Monday, March 23, 2009

Breathing in... Space Opens


I took the weekend to sit with the concept of me as published author, and space seemed to constrict as I thought about how and what would have to be done to achieve that.


Not the time for me to publish what is appearing on the pages as I write about mySELF as parent. Now if there wasn't others involved in MY story, no problem... but I wouldn't necessarily be a parent if the others were not there.


So I breath in... run the scenarios through my body. Produce a chapter that is me, but isn't necessarily the passionate authentic me that I live. Nope doesn't feel right.


Breath in... have published what I am living and have been in the past year, possible outcome, my children's sense of trust and safe haven with me being at stake. Not an option.


Breath in... choice point. Discovering this is not the time for THIS story.


And the space opens, for breath to flow, both in and out. My words once again begin to flow with the KNOWING with in, these words for now, are for me.


My time and place will come, when the space is right.


My sincere thanks to those who offer the writer I am opportunity, love, respect and encouragement.


The book is going to be amazing. And I am alright with being a reader this time around.

Thursday, March 19, 2009

Birthright of Potential

Birthright: any right or privilege to which a person is entitled by birth

As I get ready to engage in a teleconference with other authors who are writing for the Parenting book project, I find my self thinking about the Birthright of Potential and what that means to me as individual.

The Birthright of Potential, sometime so simple, so taken for granted, yet to some people they decide who has potential and who doesn’t. I think of the corporate world, you have the “leadership” of that corporation/organization who hand pick a chosen few for opportunities because that person has potential. And in the corporate world that equates to an individual in a leadership role dismissing the potential that we all hold and limiting opportunities for those who are not “chosen”.

Often times these individuals who are looked over have always felt they didn’t or don’t have potential. They have been brought up learning that they are nothing spectacular, nothing special and they should be content with where they are and what they have. They learn to settle, and that thought pattern will reflect into their relationships, careers and eventually parenting.

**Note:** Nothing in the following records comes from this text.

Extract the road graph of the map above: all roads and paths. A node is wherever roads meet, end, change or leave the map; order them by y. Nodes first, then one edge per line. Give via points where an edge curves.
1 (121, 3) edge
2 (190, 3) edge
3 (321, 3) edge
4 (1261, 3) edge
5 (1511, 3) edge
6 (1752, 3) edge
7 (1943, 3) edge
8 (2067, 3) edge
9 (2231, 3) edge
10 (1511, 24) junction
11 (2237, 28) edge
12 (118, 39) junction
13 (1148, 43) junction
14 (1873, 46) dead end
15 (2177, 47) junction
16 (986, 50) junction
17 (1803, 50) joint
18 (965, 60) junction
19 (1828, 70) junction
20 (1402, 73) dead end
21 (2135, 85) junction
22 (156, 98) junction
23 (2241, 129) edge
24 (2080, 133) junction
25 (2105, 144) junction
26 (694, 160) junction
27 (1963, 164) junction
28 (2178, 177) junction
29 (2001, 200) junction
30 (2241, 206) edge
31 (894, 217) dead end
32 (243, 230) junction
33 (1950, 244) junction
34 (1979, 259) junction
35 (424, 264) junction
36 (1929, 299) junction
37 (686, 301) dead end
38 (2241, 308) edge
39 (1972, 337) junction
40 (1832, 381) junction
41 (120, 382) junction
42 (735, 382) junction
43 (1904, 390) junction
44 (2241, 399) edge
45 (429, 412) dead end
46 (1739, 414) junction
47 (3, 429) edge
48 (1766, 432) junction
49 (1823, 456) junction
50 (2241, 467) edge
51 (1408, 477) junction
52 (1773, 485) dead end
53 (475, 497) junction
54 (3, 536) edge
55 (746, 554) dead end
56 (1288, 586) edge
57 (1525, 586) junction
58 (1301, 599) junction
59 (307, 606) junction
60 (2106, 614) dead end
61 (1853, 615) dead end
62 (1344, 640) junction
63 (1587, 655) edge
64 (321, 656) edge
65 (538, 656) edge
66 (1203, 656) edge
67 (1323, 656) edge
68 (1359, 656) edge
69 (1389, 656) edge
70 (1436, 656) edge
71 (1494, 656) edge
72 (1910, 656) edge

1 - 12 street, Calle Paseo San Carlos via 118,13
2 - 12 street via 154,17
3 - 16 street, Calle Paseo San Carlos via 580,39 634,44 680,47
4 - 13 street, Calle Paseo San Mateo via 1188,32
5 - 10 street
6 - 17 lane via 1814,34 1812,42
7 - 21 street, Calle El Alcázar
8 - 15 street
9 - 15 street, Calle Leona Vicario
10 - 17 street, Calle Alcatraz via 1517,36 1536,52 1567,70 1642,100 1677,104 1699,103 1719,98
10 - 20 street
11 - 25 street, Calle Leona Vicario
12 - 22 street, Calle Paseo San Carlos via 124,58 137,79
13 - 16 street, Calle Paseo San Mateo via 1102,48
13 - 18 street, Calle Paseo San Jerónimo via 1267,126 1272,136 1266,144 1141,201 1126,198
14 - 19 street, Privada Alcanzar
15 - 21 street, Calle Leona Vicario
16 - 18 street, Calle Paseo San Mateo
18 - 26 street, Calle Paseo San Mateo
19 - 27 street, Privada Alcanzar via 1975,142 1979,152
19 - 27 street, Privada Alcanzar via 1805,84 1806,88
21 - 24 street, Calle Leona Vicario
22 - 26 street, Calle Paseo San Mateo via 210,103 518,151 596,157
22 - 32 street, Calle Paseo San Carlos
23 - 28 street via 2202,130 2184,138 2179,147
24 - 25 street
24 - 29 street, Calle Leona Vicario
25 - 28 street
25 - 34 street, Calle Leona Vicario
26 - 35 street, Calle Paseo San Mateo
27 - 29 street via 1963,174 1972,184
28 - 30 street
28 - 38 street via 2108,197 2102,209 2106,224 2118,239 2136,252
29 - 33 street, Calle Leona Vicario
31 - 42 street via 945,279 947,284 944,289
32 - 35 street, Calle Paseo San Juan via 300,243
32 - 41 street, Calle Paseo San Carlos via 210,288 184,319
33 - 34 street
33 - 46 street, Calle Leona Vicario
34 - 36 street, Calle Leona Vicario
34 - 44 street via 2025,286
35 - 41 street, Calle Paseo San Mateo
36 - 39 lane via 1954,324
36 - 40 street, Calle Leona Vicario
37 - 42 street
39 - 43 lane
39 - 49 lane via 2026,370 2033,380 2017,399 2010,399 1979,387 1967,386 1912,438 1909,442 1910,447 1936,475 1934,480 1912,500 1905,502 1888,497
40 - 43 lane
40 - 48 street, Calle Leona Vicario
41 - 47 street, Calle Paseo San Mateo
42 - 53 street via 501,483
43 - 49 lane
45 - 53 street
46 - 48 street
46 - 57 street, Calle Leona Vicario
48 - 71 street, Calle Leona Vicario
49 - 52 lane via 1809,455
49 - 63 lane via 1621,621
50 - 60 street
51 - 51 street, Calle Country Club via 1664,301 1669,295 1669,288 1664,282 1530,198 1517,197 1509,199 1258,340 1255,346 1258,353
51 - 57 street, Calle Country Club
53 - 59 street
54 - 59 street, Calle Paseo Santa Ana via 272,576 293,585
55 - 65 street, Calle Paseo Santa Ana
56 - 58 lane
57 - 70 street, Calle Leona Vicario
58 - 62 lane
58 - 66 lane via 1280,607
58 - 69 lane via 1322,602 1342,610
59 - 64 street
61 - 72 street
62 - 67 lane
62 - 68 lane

But if we all come to understand that we are born with unlimited potential, that Potential is a Birthright, the world will shift and change exponentially. Can you imagine a world where everyone believes they can achieve whatever goals they set for themselves, where they can be anything they want to be? The possibilities of a society that is evolved, progressive and supportive would be a reality.

And imagine if you will that this is a reality. Can you picture how many advances we would make in the medical, social, and science fields (to name but a few)? Amazing to think about.

So who would I have been had I known from birth that I had this bag of potential I carried with me always that would never deplete. I dare say that I am finding that out now. I work because I need to support my family but I find ways to make it meaningful and fun because I can. Now that I know I can be, do, see and say anything I feel I need to, because that brilliance is within me, I create experiences where I can express the passion I hold sacred to me and I can live that passion, and opportunities arrive. Opportunities present themselves effortlessly, because I am living authentically for myself, Voila! a new forum to express in arrives.

I no longer go out searching for things to make my life more meaningful, I know if I live a meaningful life (within myself, for myself) magic happens.

The Birthright of Potential… for my children, for my girls, to know now and no longer be limited by the parent I was because of the guardian of the vision I have now become… it excites me. At 30 years old I discovered the potential I had, at 33 years old I am experiencing life as it is unfolding… at 4 years old and 13 years old the possibilities are endless!

How magnificent for me to watch my children play, discover, experience and grow from a place without the old style dictatorship that was parenting in my past. The expressions of self they already are is awe inspiring.

Tuesday, March 17, 2009

Starting the Chapter - Getting rid of the baggage

I have been invited to participate in a book project entitled Parenting: Guardians of the Vision - The Birthright of Potential. Today I sat down and reviewed what I had already written when I was initially invited to participate in this project.

What I noticed was I seemed to be writing from a victim standpoint. In trying to share my past parenting perspective I was not owning anything, I was saying things like, my ex did it this way, my ex expected me to parent that way.

While I read those words today, I noticed, this doesn't matter, the past is the past and started fresh.

So I began again, only to pick up from the self imposed hiatus I placed myself in in May of last year. And the words flowed, my story as mother in a difficult situation, protecting my girls, trusting their intelligence, allowing myself to be authentic and present to them... there is more to write there and I am uncertain as to if I will submit this chapter I am currently writing as part of this project or if I find another forum for it.

All I know is that the words flowed out with no stories... no tears... no waves of pent up emotion... it felt completed and matter of fact. If this story does eventually get published then I must write under a different name to preserve the anonymity of my children.

But the story... regardless of the forum, is needed to be told, to be shared and to be experienced.

Interesting to me to discover this... my writer, coming up, coming out, waiting to get back to the tap, tap, tap of the keys. Sharing the truth of my experience, knowing that it will ripple through and resonate with others who are drawn to it.

I have the feeling I will be starting many chapters. To continual new beginnings! Cheers.